Mortar the first layer of concrete blocks to the concrete floor. Once the first layer is in place, the dry stacking process can begin. Use #5 rebar inside blocks at four-foot intervals and concrete it into the blocks to add strength to the structure of the walls at the lowest level. After you reach the height you want, coat both sides of the wall with bonding cement that is 1/8 inch thick.
Apply a waterproofing treatment to the outside of the wall in order to protect the structure from moisture and potential water damage. Apply several layers of waterproofing.
Leave space within the wall construction for doors and windows.
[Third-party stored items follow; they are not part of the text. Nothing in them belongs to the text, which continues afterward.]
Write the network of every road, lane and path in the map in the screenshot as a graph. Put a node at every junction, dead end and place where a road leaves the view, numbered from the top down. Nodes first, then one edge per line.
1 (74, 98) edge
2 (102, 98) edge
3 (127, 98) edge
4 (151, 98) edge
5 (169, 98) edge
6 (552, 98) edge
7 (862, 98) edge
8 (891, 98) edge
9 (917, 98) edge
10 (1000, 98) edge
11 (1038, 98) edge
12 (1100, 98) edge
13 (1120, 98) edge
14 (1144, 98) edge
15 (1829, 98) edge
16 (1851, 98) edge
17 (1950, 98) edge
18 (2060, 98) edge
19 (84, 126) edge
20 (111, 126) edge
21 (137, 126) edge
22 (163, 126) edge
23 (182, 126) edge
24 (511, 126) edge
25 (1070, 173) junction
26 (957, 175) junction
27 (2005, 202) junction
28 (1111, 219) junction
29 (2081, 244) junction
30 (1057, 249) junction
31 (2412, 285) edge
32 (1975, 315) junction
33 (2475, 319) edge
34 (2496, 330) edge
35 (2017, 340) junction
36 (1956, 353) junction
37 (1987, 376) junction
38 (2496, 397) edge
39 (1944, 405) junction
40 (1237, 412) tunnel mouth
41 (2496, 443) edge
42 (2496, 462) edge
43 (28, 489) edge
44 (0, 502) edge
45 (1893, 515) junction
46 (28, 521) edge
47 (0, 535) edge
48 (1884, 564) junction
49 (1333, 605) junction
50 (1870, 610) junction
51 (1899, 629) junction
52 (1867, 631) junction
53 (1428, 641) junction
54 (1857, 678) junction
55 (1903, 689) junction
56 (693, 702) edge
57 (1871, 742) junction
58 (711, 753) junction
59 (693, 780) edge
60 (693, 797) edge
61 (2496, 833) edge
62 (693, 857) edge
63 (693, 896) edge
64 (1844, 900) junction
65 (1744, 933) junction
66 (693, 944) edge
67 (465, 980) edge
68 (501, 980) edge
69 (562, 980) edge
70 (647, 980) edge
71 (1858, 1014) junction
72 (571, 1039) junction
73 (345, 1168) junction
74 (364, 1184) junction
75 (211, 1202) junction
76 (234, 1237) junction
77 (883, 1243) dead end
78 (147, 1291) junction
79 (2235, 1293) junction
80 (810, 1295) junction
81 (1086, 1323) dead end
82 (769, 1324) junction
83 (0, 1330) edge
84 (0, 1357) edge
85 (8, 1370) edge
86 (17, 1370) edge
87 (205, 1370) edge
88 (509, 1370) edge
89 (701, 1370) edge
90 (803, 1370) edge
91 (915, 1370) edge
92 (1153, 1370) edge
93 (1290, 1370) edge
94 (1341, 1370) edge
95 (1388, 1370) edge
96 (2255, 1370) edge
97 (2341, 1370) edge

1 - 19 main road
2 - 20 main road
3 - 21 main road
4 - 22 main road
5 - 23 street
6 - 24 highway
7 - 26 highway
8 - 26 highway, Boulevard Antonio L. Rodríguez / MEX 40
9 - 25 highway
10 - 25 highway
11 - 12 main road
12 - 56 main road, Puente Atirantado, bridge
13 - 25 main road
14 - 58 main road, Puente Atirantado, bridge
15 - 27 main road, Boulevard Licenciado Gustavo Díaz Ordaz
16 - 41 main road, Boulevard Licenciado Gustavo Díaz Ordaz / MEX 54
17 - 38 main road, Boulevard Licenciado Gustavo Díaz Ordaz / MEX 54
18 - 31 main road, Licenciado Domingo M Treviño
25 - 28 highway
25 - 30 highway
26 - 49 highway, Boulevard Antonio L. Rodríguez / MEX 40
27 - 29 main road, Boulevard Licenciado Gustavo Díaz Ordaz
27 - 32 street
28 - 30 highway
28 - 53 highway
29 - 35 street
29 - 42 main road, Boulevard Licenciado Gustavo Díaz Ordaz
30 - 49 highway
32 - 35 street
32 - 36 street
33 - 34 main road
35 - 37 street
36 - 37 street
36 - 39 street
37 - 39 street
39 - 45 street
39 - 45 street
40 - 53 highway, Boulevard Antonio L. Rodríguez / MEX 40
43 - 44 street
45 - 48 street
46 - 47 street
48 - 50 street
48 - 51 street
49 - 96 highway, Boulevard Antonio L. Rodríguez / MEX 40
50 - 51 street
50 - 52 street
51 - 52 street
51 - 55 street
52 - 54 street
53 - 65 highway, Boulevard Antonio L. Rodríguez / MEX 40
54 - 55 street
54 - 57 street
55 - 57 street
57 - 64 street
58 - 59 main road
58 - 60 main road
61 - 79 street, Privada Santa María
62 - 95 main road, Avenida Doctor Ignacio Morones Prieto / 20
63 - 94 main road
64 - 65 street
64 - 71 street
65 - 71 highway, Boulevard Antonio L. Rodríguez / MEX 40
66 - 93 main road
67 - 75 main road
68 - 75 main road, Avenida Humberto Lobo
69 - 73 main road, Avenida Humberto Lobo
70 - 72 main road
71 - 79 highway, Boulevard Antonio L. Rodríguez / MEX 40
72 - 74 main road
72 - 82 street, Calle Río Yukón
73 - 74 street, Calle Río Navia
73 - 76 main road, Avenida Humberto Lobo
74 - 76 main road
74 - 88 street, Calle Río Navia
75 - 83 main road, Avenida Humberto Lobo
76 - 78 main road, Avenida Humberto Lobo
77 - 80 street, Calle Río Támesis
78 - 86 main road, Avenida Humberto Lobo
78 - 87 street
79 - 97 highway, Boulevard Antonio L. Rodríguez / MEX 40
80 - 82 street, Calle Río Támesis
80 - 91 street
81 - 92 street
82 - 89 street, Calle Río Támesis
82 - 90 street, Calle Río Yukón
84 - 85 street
Use half concrete blocks to fill in any gaps or throughout the construction of the exterior and interior of the house in order to add an artistic and individualised appearance to the final structure.
Fill all of the cavities within the concrete block walls with concrete in order to complete the construction of the outer walls of the home. The Natural Home website states that dry stacked walls are actually stronger than conventionally laid brick walls. You save money because the materials for building a concrete block home are reasonably cheap and you can design and build the home yourself.
Tips and warnings
- The Dry Stacked website suggests that as each layer of blocks is added to the wall, it is best to start at the corners in order to ensure that the walls will be flush and straight once all of the blocks are added. A straight and tight wall will add to the strength of the entire structure.
- Concrete blocks are very heavy, so safety precautions should be taken when they are being moved and stacked. Injuries to the limbs as well as the back are possible if sufficient care is not taken.